L’interaction entre le digital et le physique est une réalité chez Maserati. Le monde du luxe peut aller loin dans la digitalisation car l’accessibilité à l’information et à nos clients demeure une aide précieuse pour faire briller la marque auprès du plus grand nombre. Nous pouvons imaginer, par exemple, faire du e-commerce, et d’ailleurs nous allons entamer un pilote aux États-Unis dans les mois à venir. Il prendra son expansion au niveau mondial ensuite. Nous ne supprimerons pas pour autant le réseau, au contraire. Nous avons aussi lancé le e-showroom en direct de notre site de Modena. Les clients peuvent avoir une démonstration personnalisée sur le produit de leur choix, en interaction complète et directe avec nos équipes sur place. Le tout est de créer ce lien avec la clientèle.
D’autres projets à venir ?
Oui sur la livraison de véhicules en concession, à domicile ou à l’usine, notamment avec la MC20. Nous avons également des projets en après-vente, comme un service de pick-up sur le lieu de son choix, la prise de rendez-vous en ligne, l’assistance, etc. Ces projets sont plus ou moins avancés et sortiront dans les prochains mois. Maserati est une marque historique qui fonctionnait beaucoup sur une manière de penser et des process liés au monde du luxe. Nous la dynamisons en mettant en place une équipe commerciale internationale, travaillant davantage sur le digital et se focalisant sur le client pour dépasser ses attentes, mais en gardant les bases du luxe. Il s’agit du nouveau Maserati. Nous sommes bien occupés, il y a énormément de travail, la dynamique est incroyable dûe à la fois aux nouveaux produits et à cette volonté d’interagir beaucoup plus avec nos clients.

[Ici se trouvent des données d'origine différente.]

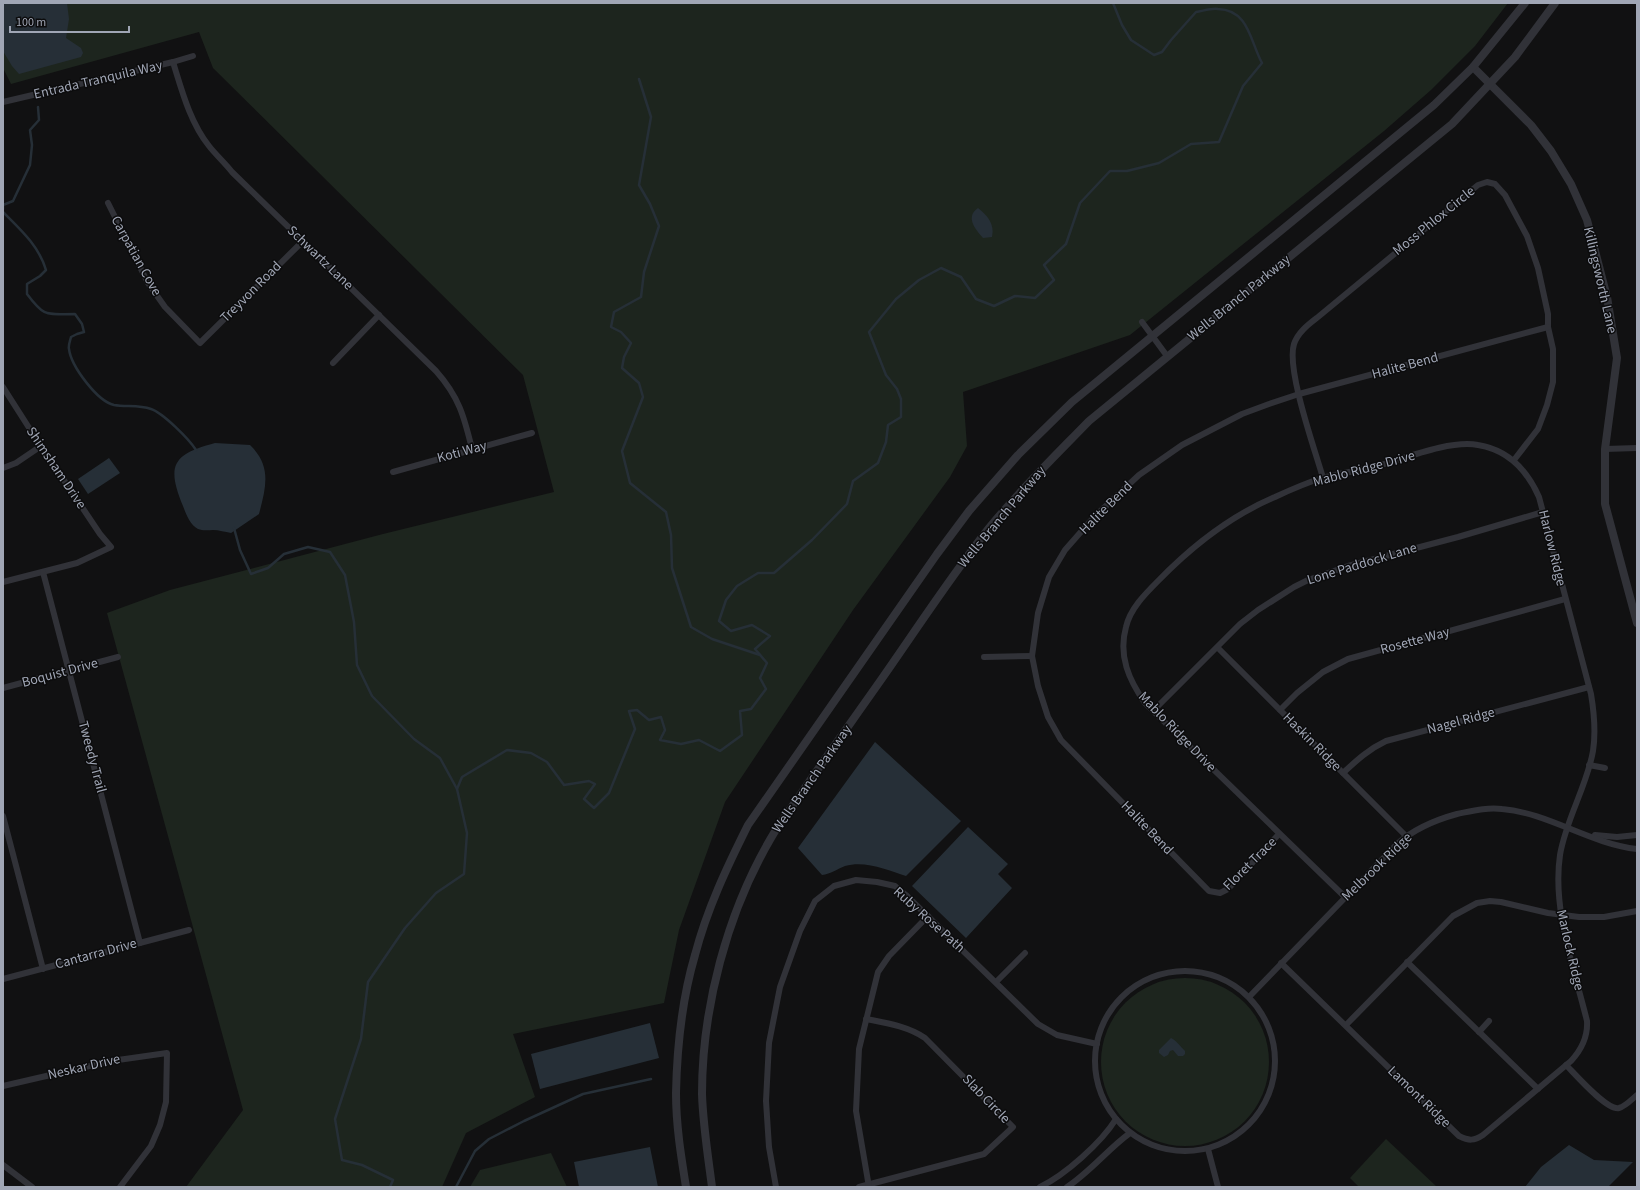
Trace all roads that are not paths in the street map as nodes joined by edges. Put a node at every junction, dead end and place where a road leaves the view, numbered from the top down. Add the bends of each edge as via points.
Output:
1 (1525, 3) edge
2 (1555, 3) edge
3 (193, 56) dead end
4 (174, 62) junction
5 (1473, 67) junction
6 (1491, 84) junction
7 (3, 102) edge
8 (108, 203) dead end
9 (303, 241) junction
10 (379, 315) junction
11 (1142, 322) dead end
12 (1548, 328) junction
13 (1152, 335) junction
14 (200, 343) joint
15 (1167, 356) junction
16 (333, 363) dead end
17 (3, 387) edge
18 (1299, 394) junction
19 (532, 433) dead end
20 (41, 446) junction
21 (1637, 448) edge
22 (472, 449) junction
23 (1604, 450) junction
24 (1514, 460) junction
25 (3, 468) edge
26 (393, 472) dead end
27 (1323, 478) junction
28 (1543, 512) junction
29 (43, 572) junction
30 (3, 582) edge
31 (1565, 598) junction
32 (1637, 623) edge
33 (1218, 648) junction
34 (1032, 656) junction
35 (984, 657) dead end
36 (118, 658) dead end
37 (70, 670) junction
38 (1589, 687) junction
39 (3, 688) edge
40 (1280, 710) junction
41 (1153, 711) junction
42 (1589, 765) junction
43 (1605, 768) dead end
44 (1343, 773) junction
45 (3, 816) edge
46 (1568, 828) junction
47 (1279, 834) junction
48 (1586, 834) junction
49 (1637, 835) edge
50 (1406, 836) junction
51 (1637, 849) edge
52 (1220, 893) joint
53 (1345, 898) junction
54 (1637, 911) edge
55 (1561, 915) junction
56 (928, 916) junction
57 (189, 930) dead end
58 (140, 942) junction
59 (1025, 953) dead end
60 (1407, 962) junction
61 (1282, 963) junction
62 (43, 969) junction
63 (3, 979) edge
64 (996, 982) junction
65 (1249, 997) junction
66 (866, 1019) junction
67 (1489, 1021) dead end
68 (1346, 1025) junction
69 (1479, 1032) junction
70 (1096, 1044) junction
71 (1566, 1065) junction
72 (3, 1086) edge
73 (1538, 1089) junction
74 (1637, 1095) edge
75 (1116, 1119) junction
76 (1130, 1133) junction
77 (1208, 1149) junction
78 (3, 1165) edge
79 (869, 1186) edge
80 (32, 1187) edge
81 (120, 1187) edge
82 (686, 1187) edge
83 (712, 1187) edge
84 (776, 1187) edge
85 (859, 1187) edge
86 (1040, 1187) edge
87 (1067, 1187) edge
88 (1218, 1187) edge

1 - 5 street, Wells Branch Parkway
2 - 6 street, Wells Branch Parkway
3 - 4 street, Entrada Tranquila Way
4 - 7 street, Entrada Tranquila Way
4 - 9 street, Schwartz Lane via 189,109 209,146
5 - 6 street, Killingsworth Lane
5 - 13 street, Wells Branch Parkway via 1396,136
6 - 15 street, Wells Branch Parkway via 1452,124 1419,152
6 - 23 street, Killingsworth Lane via 1531,125 1551,151 1571,184 1587,220 1607,297 1617,358
8 - 14 street, Carpatian Cove via 148,284 165,307
9 - 10 street, Schwartz Lane
9 - 14 street, Treyvon Road
10 - 16 street
10 - 22 street, Schwartz Lane via 447,384 461,408
11 - 13 street
12 - 18 street, Halite Bend
12 - 18 street, Moss Phlox Circle via 1547,306 1527,236 1504,195 1495,184 1487,182 1478,185 1303,329 1294,344 1292,361
12 - 24 street, Moss Phlox Circle via 1553,349 1553,382 1538,429
13 - 15 street
13 - 82 street, Wells Branch Parkway via 1072,402 1018,455 969,511 748,825 711,905 694,955 684,1006 678,1049 676,1094 679,1143
15 - 83 street, Wells Branch Parkway via 1089,421 1037,473 990,528 771,839 735,914 709,1010 702,1094
17 - 20 street, Shimsham Drive
18 - 27 street, Moss Phlox Circle
18 - 34 street, Halite Bend via 1242,414 1182,444 1139,475 1094,517 1065,550 1049,577 1038,613
19 - 22 street, Koti Way
20 - 25 street via 16,463
20 - 29 street, Shimsham Drive via 111,547 77,563
21 - 23 street
22 - 26 street, Koti Way
23 - 32 street, Killingsworth Lane via 1606,504
24 - 27 street, Mablo Ridge Drive via 1480,445 1457,445
24 - 28 street, Harlow Ridge via 1534,486
27 - 41 street, Mablo Ridge Drive via 1273,497 1218,528 1163,575 1139,602 1131,613 1126,627 1123,653 1132,683
28 - 31 street, Harlow Ridge
28 - 33 street, Lone Paddock Lane via 1348,566 1308,580 1294,586 1258,610 1240,624
29 - 30 street
29 - 37 street, Tweedy Trail
31 - 38 street, Harlow Ridge
31 - 40 street, Rosette Way via 1348,659 1323,672 1297,692
33 - 40 street, Haskin Ridge
33 - 41 street, Lone Paddock Lane
34 - 35 street
34 - 52 street, Halite Bend via 1048,716 1061,740 1209,891
36 - 37 street, Boquist Drive
37 - 39 street, Boquist Drive
37 - 58 street, Tweedy Trail
38 - 42 street via 1594,710 1594,740
38 - 44 street, Nagel Ridge via 1386,741 1361,755
40 - 44 street, Haskin Ridge
41 - 47 street, Mablo Ridge Drive
42 - 43 street
42 - 46 street
44 - 50 street, Haskin Ridge
45 - 62 street
46 - 48 street, Melbrook Ridge
46 - 50 street, Melbrook Ridge via 1515,811 1486,808 1427,824
46 - 55 street, Marlock Ridge via 1560,854 1558,888
47 - 52 street, Floret Trace via 1228,889
47 - 53 street, Mablo Ridge Drive
48 - 49 street, Melbrook Ridge via 1617,837
48 - 51 street, Melbrook Ridge via 1610,844
50 - 53 street, Melbrook Ridge
53 - 61 street, Melbrook Ridge
54 - 55 street via 1604,917
55 - 60 street via 1502,902 1477,903 1453,916
55 - 71 street, Marlock Ridge via 1587,1021 1587,1035 1583,1045
56 - 64 street, Ruby Rose Path
56 - 66 street via 878,972
56 - 84 street, Ruby Rose Path via 895,886 878,882 856,880 834,886 815,901 800,931 780,987 769,1042 766,1101 769,1147
57 - 58 street, Cantarra Drive
58 - 62 street, Cantarra Drive
59 - 64 street
60 - 68 street
60 - 69 street
61 - 65 street, Melbrook Ridge
61 - 68 street, Lamont Ridge
62 - 63 street, Cantarra Drive
64 - 70 street, Ruby Rose Path via 1038,1024 1057,1035
65 - 70 street via 1224,980 1196,972 1181,971 1152,977 1132,988 1116,1003 1107,1016
65 - 77 street via 1268,1024 1273,1040 1276,1057 1272,1090 1256,1119 1244,1131
66 - 79 street via 859,1049 856,1111
66 - 79 street, Slab Circle via 916,1032 1013,1127 984,1154
67 - 69 street
68 - 73 street, Lamont Ridge via 1466,1140 1472,1141 1483,1135
69 - 73 street
70 - 75 street via 1096,1070 1100,1091
71 - 73 street, Lamont Ridge
71 - 74 street via 1613,1108 1625,1105
72 - 81 street, Neskar Drive via 111,1060 167,1053 166,1102 160,1125 151,1146
75 - 76 street
75 - 86 street via 1107,1134 1093,1147 1064,1172
76 - 77 street via 1150,1145 1169,1150 1189,1152
76 - 87 street
77 - 88 street
78 - 80 street
79 - 85 street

La naissance de Stellantis a-t-elle bouleversé vos plans ?
Le plan produit Maserati avait été voté avant l’arrivée de Stellantis, la feuille de route reste la même. Nous avons d’ailleurs tout son soutien. Seule marque du pôle luxe, la marque grandira et brillera à travers ce groupe et donc les synergies à venir. Je pense que notre intérêt commun est de continuer d’investir, ensemble.